Saved data entries »
'''
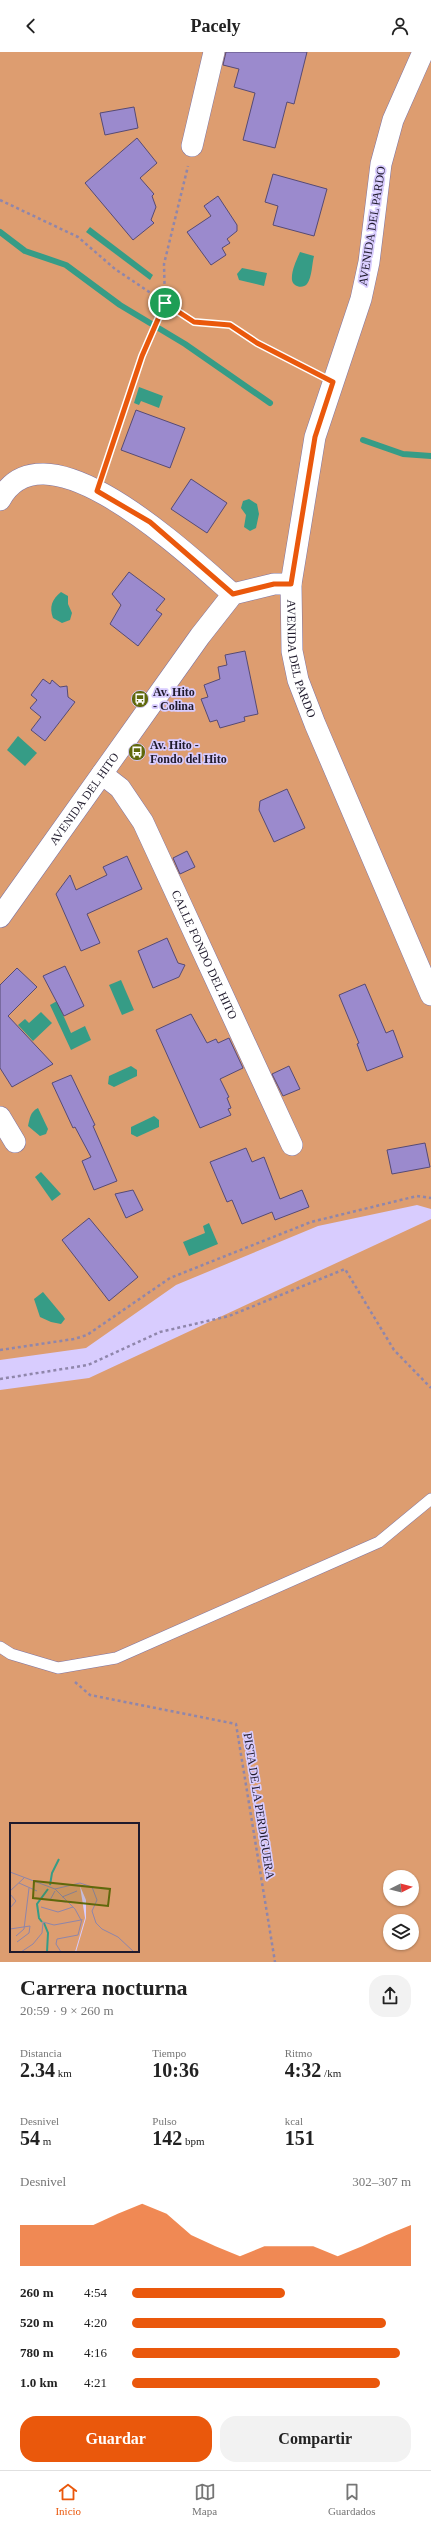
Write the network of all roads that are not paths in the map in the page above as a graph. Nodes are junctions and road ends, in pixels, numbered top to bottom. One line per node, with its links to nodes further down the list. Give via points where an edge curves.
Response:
1 (214, 52): 3 (street)
2 (423, 52): 5 (street, AVENIDA DEL PARDO, via 394,120 381,164 369,262 361,298 315,437)
3 (192, 146)
4 (0, 500): 6 (street, via 7,487 25,476 51,474 84,484 150,522)
5 (291, 584): 6 (street, via 274,584); 9 (street, AVENIDA DEL PARDO, via 292,651 298,680)
6 (233, 594): 7 (street, AVENIDA DEL HITO)
7 (102, 774): 8 (street, AVENIDA DEL HITO); 12 (street, CALLE FONDO DEL HITO, via 120,788 142,822)
8 (0, 916)
9 (431, 995)
10 (0, 1117): 11 (street)
11 (15, 1142)
12 (292, 1145)
13 (431, 1498): 14 (lane, via 379,1542 116,1658 58,1668 11,1654)
14 (0, 1647)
'''
Each record must appear again exactly as written above, without its pictures.

TASK SOLUTION »
Write the network of all roads that are not paths in the map in the page above as a graph. Nodes are junctions and road ends, in pixels, numbered top to bottom. One line per node, with its links to nodes further down the list. Give via points where an edge curves.
Response:
1 (214, 52): 3 (street)
2 (423, 52): 5 (street, AVENIDA DEL PARDO, via 394,120 381,164 369,262 361,298 315,437)
3 (192, 146)
4 (0, 500): 6 (street, via 7,487 25,476 51,474 84,484 150,522)
5 (291, 584): 6 (street, via 274,584); 9 (street, AVENIDA DEL PARDO, via 292,651 298,680)
6 (233, 594): 7 (street, AVENIDA DEL HITO)
7 (102, 774): 8 (street, AVENIDA DEL HITO); 12 (street, CALLE FONDO DEL HITO, via 120,788 142,822)
8 (0, 916)
9 (431, 995)
10 (0, 1117): 11 (street)
11 (15, 1142)
12 (292, 1145)
13 (431, 1498): 14 (lane, via 379,1542 116,1658 58,1668 11,1654)
14 (0, 1647)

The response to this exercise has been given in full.